The Ghosts and Legends of the Queen Mary attraction in Long Beach, CA, is a haunted house with a twist — it's a ship. This detail proved to be quite a technical challenge to the attraction's creators, Renaissance Entertainment Inc., with lighting by Personal Creations, special effects by Technifex, and audio by Performance Systems.

To begin with, no one knew which code the attraction should conform to — ship or building — although it was eventually designated a Class-A public building. The ship's power supply also had to be updated from its original British system dating back to 1934, and two elevators had to be installed to move guests on the tour from deck to deck. This was no easy job in a space covering almost 25,000 sq ft, with “not a single straight edge or flat surface onboard,” according to Renaissance senior project manager Jim Jude.

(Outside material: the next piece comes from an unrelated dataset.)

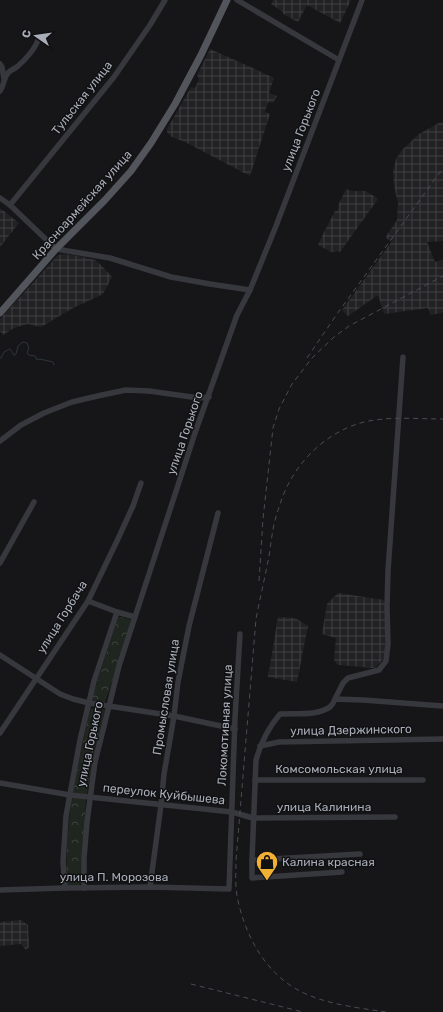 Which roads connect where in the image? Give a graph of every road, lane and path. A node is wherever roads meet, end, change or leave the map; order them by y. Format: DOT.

Another problem for the design team was maintaining the structural integrity of the liner while adding theatrical elements and safety measures. The Queen Mary was built as a luxury liner in the early 1930s, and until the jet set actually started using jets, it was considered the only civilized way to cross the Atlantic. During World War II, the British painted the ship battleship gray and refitted her for a stint as a troop carrier under the name “The Grey Ghost.”Because of this rich history, the ship is on the National Register of Historic Places, and designers working on the attraction wanted to respect her elegant past. As president of Personal Creations and Ghosts and Legends lighting designer Marc Rosenthal notes, “the design concept was realistic theatricality rather than over-the-top, Halloween ridiculousness.”

Ghosts and Legends of the Queen Mary takes guests on a walking tour that reenacts some of the supernatural experiences and events that took place before the ship weighed anchor for the last time in 1967 and became a floating restaurant and tourist destination.

Beginning in the Briefing Room on “R” deck, guests watch a video presentation of the ship's history in a suite that retains some of the elegance and grandeur of the original Queen Mary. Rosenthal scoured the bowels of the ship to rescue some of the original, custom-made light fixtures and wall sconces that had been removed during previous renovations. “They were all two — wire assemblies, some of them with the original lamps still in them. After we cleaned them up and fabricated some parts where needed, we were able to put them back. It really gives you a sense of what the ship would have looked like 40 years ago.”

Guests exit the Briefing Room through a portal, where Rosenthal installed a fiber-optic light channel custom-built by Visual Lighting Technologies, which created a ring of light around the inside of the door-jamb. A blast of steam completes the transition from the safe to the spooky.

In the passageways leading away from the Briefing Room, and in other parts of the tour, Rosenthal used ProCan PAR-20s and Altman MR-16 Micro Ellipses small enough to hide behind I-beams. In order to maintain the sense of being on a real ship, the designer tried to hide as many of the theatrical features as possible. “I didn't want this to be a blatant light show,” he says. In areas where it wasn't possible to hide fixtures, such as the boiler room at the bottom of the ship, he used explosion-proof construction lights in cages to evoke a sense of danger. Rosenthal says one surprising complexity of the attraction was plotting the lighting. “There is no front of house or OP, and so I used nautical terms like forward and aft, port and starboard to describe positions,” he notes.

The next big effect on the tour is in the first — class swimming pool. Described by experts of the supernatural as the “vortex of paranormal activity,” spooky elements include ghostly women swimming in old-fashioned bathing costumes, screams and shouts, and wet footprints leading out of an empty pool.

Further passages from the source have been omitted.